* Information given
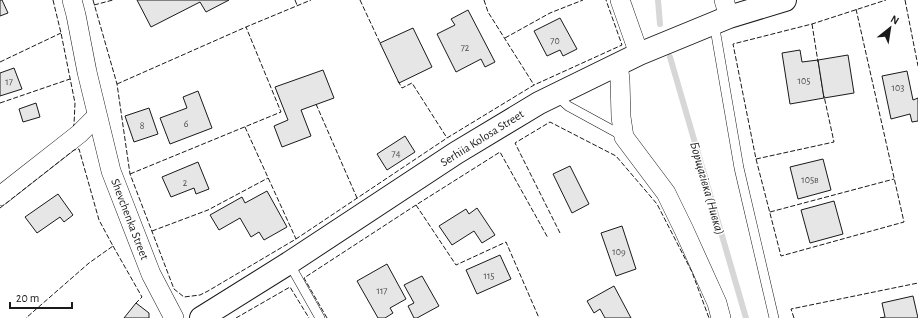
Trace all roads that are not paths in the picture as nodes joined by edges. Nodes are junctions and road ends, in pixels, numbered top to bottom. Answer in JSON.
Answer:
{"nodes":[{"id":1,"x":72,"y":0,"type":"edge"},
{"id":2,"x":620,"y":0,"type":"edge"},
{"id":3,"x":785,"y":0,"type":"edge"},
{"id":4,"x":722,"y":14,"type":"edge"},
{"id":5,"x":639,"y":54,"type":"junction"},
{"id":6,"x":618,"y":64,"type":"junction"},
{"id":7,"x":556,"y":95,"type":"junction"},
{"id":8,"x":97,"y":116,"type":"junction"},
{"id":9,"x":624,"y":136,"type":"junction"},
{"id":10,"x":0,"y":196,"type":"edge"},
{"id":11,"x":289,"y":263,"type":"junction"},
{"id":12,"x":174,"y":318,"type":"edge"},
{"id":13,"x":201,"y":318,"type":"edge"},
{"id":14,"x":320,"y":318,"type":"edge"},
{"id":15,"x":721,"y":318,"type":"edge"},
{"id":16,"x":774,"y":318,"type":"edge"}],
"edges":[{"from":1,"to":8,"type":"street","name":"Shevchenka Street"},
{"from":2,"to":5,"type":"street"},
{"from":3,"to":4,"type":"street","name":"Serhiia Kolosa Street"},
{"from":4,"to":5,"type":"street","name":"Serhiia Kolosa Street"},
{"from":4,"to":16,"type":"lane"},
{"from":5,"to":6,"type":"street","name":"Serhiia Kolosa Street"},
{"from":6,"to":7,"type":"street","name":"Serhiia Kolosa Street"},
{"from":6,"to":9,"type":"street"},
{"from":7,"to":9,"type":"lane"},
{"from":7,"to":11,"type":"street","name":"Serhiia Kolosa Street"},
{"from":8,"to":10,"type":"street"},
{"from":8,"to":12,"type":"street","name":"Shevchenka Street"},
{"from":9,"to":15,"type":"street"},
{"from":11,"to":13,"type":"street","name":"Serhiia Kolosa Street"},
{"from":11,"to":14,"type":"lane"}]}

* Problem statement
In the records, which lines mention the word "lane"? Copy those lines.

* Solution
{"from":4,"to":16,"type":"lane"},
{"from":7,"to":9,"type":"lane"},
{"from":11,"to":14,"type":"lane"}]}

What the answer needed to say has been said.